Petros: Wonderful post! So glad to see you back here!
USCAbroad: You are so right that this situation is at boiling point while we wait and wait and wait for decisions about the most personal aspects of our lives (our finances and our financial relationships with our spouses) to be made by other people. When are we going to hear the “verdict” from the Senate Finance Committee?
@Muzzlednomore
The report from the Senate Finance Committee will not end this. The SFC will do one of two things:
1. Recommend RBT (which I predict) – in which case the issue will move to the legislative process. In this case the legislative process will be painfully slow. If this is the option, my personal view is that the process will be helped if there were a lawsuit against CBT in the USA.
2. Not Recommend RBT – in which case the issue will probably not move to the legislative process. If this is the option, my personal view is that the process will be helped if there were a lawsuit against CBT in the USA.
Therefore, my personal view is that the process will be helped if there were a lawsuit against CBT in the USA.
Excellent post! It really made me think. I too am a relic of the traditional past, believing that the spouse comes first in one’s loyalty. You made the correct moral choice. I never thought of the US as a “jealous god” before, but I see your point.
One more thing: American homelanders and Democrats who consider us Brockers as “traitorous” are hypocritical unless they also deem George Washington and his compatriots also traitorous for cutting ties with Britain, including its right to tax them.
Thank you for the post Petros.
I suspect my life would be very different if my husband just didn’t happen to also be a US citizen.
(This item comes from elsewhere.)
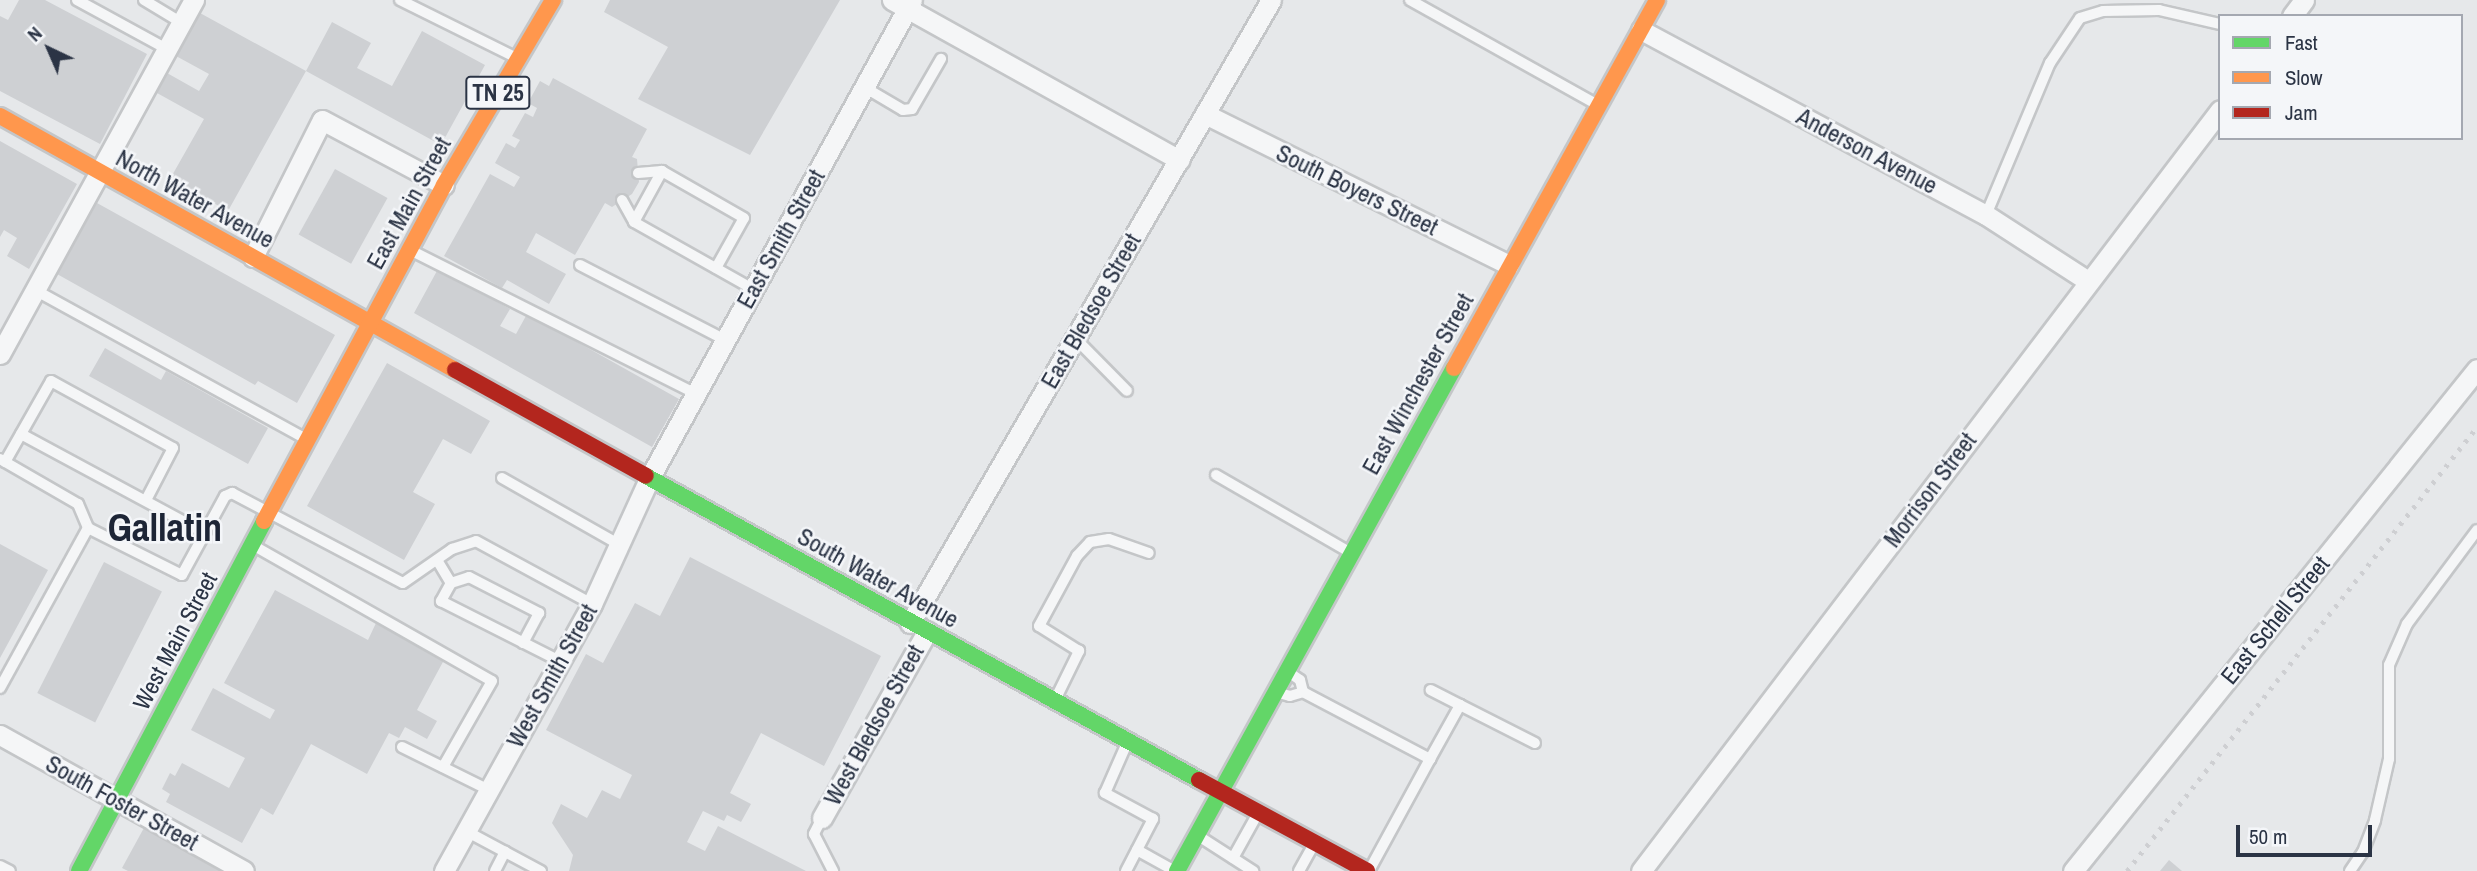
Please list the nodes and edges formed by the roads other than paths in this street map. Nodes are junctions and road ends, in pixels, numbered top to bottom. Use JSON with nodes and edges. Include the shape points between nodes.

In a way it’s a relief, but it would have been much better if at least one of us had been spared.
I’d probably be ostriching, not writing letters to the SFC if things weren’t as they are. It is my “density” I suppose.
@Leonardo
You know what I worry about? The US government going from essentially ignoring its non-residents to wasting several years and millions of dollars in scant resources trying to make citizenship based taxation work. If they aren’t going to outright embrace a system like almost every other nation’s and adopt RBT, then maybe the best thing in the long-run would be to strictly enforce CBT, because…
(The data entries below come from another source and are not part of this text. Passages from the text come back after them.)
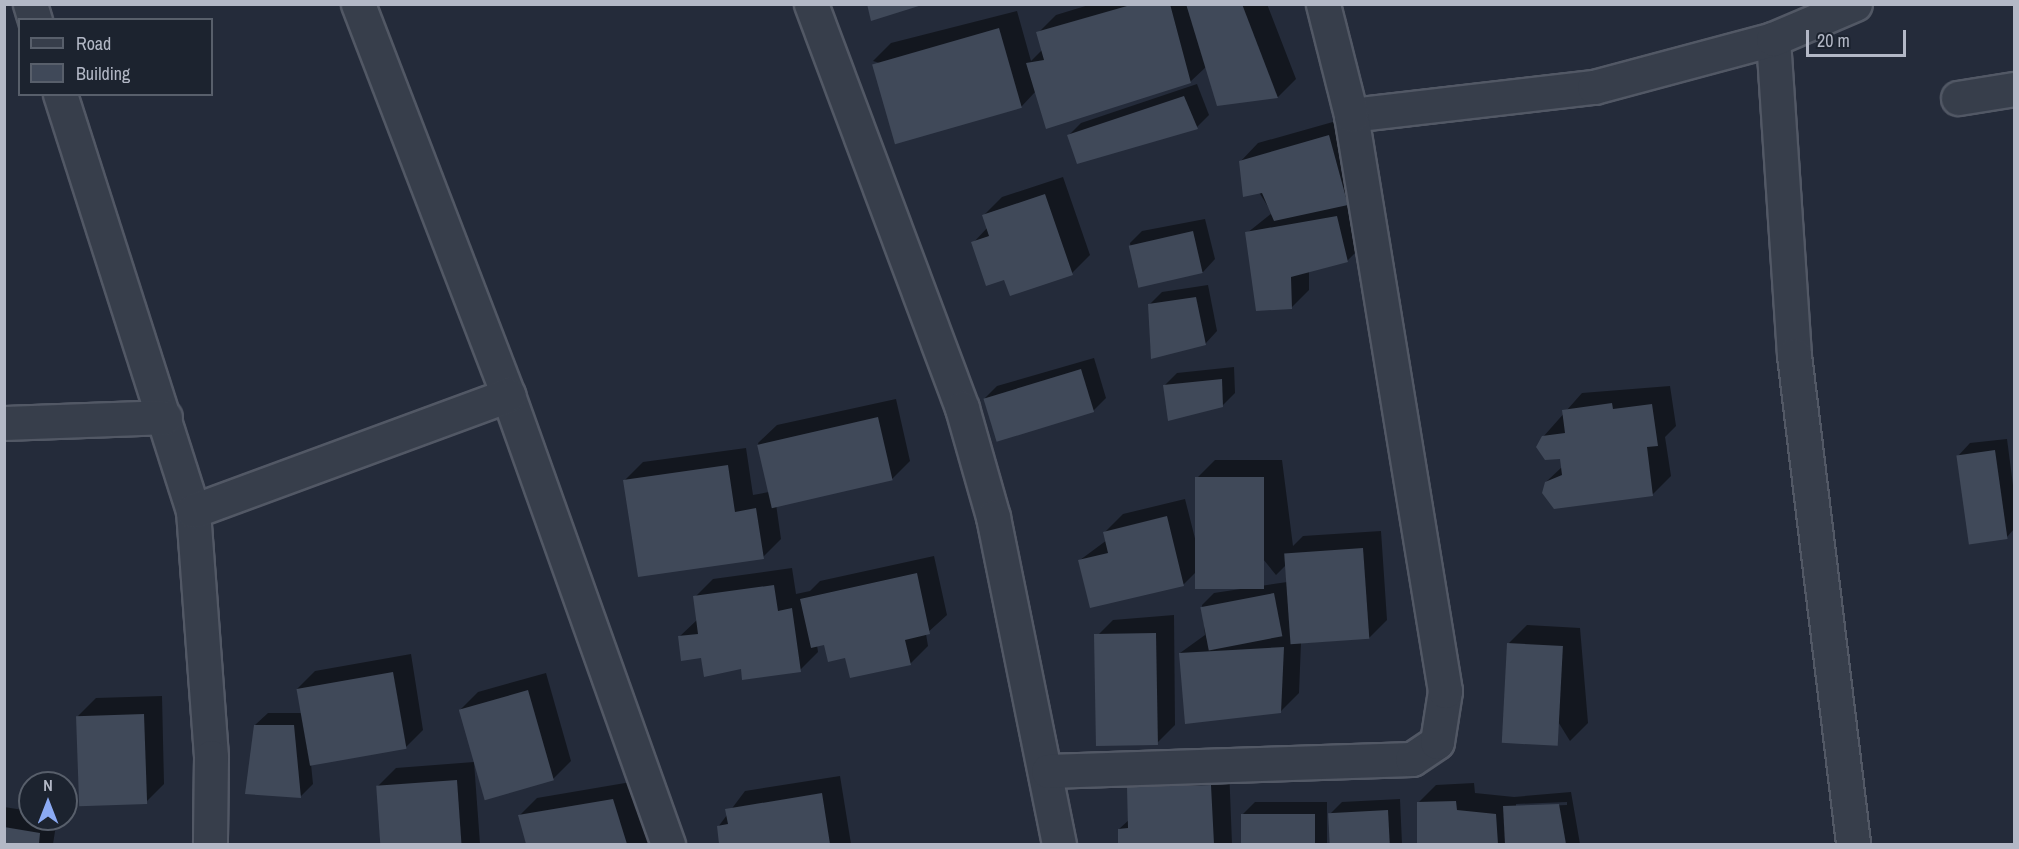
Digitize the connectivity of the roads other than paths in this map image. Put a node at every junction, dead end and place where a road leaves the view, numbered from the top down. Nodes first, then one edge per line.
1 (358, 4) edge
2 (811, 4) edge
3 (1323, 4) edge
4 (1855, 4) edge
5 (1773, 39) junction
6 (2014, 89) edge
7 (61, 96) edge
8 (1958, 98) dead end
9 (1351, 115) junction
10 (508, 395) junction
11 (165, 417) junction
12 (4, 423) edge
13 (193, 511) junction
14 (1048, 771) junction
15 (210, 844) edge
16 (668, 844) edge
17 (1059, 844) edge
18 (1853, 844) edge

1 - 10 street
2 - 14 street
3 - 9 street
4 - 5 street
5 - 9 street
5 - 18 street
6 - 8 street
7 - 11 street
9 - 14 street
10 - 13 street
10 - 16 street
11 - 12 street
11 - 13 street
13 - 15 street
14 - 17 street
The best way to have a bad law repealed is to enforce it strictly – Abraham Lincoln.
Unfortunately, he didn’t provide a time line on how long it would take.
@Bubblebustin, I still worry that the US will somehow hey to re-impose CBT even on former citizens and greencard holders. Even with my CLN in hand, I’m not convinced that I’ll ever be completely free from the IRS. Perhaps it’s an ongoing uncertainty I’ll just have to learn to live with.
@monalisa
I relinquished but do not have a cln but have a formal us govt letter that States I relinquished
At times I would like a cln so I could go to the west coast of eire look sw and say fu
What holds me back is your thought on getting dragged back in the system
As a note I have had no problems with an Eu passport entering the us
USCAbroad: I hope you are right that the SFC will recommend RBT; and if a lawsuit in the US against CBT would help to speed up the process of change then I fervently hope that those in a position to make it happen will do so ASAP.
Jan: precisely right! The US has collectively forgotten its roots. I wouldn’t be surprised if nothing before Sept. 11, 2001 is taught in history class anymore.
Bubblebustin: did you mean “destiny”? I don’t find you “dense” at all! 🙂 I agree with you. It is our “destiny” (and/or tough luck, I suppose) to fight this tax war. I have always been passionately interested in the lives of my Revolutionary War ancestors; I never thought I would find myself standing in their boots finishing the battle they thought they had won.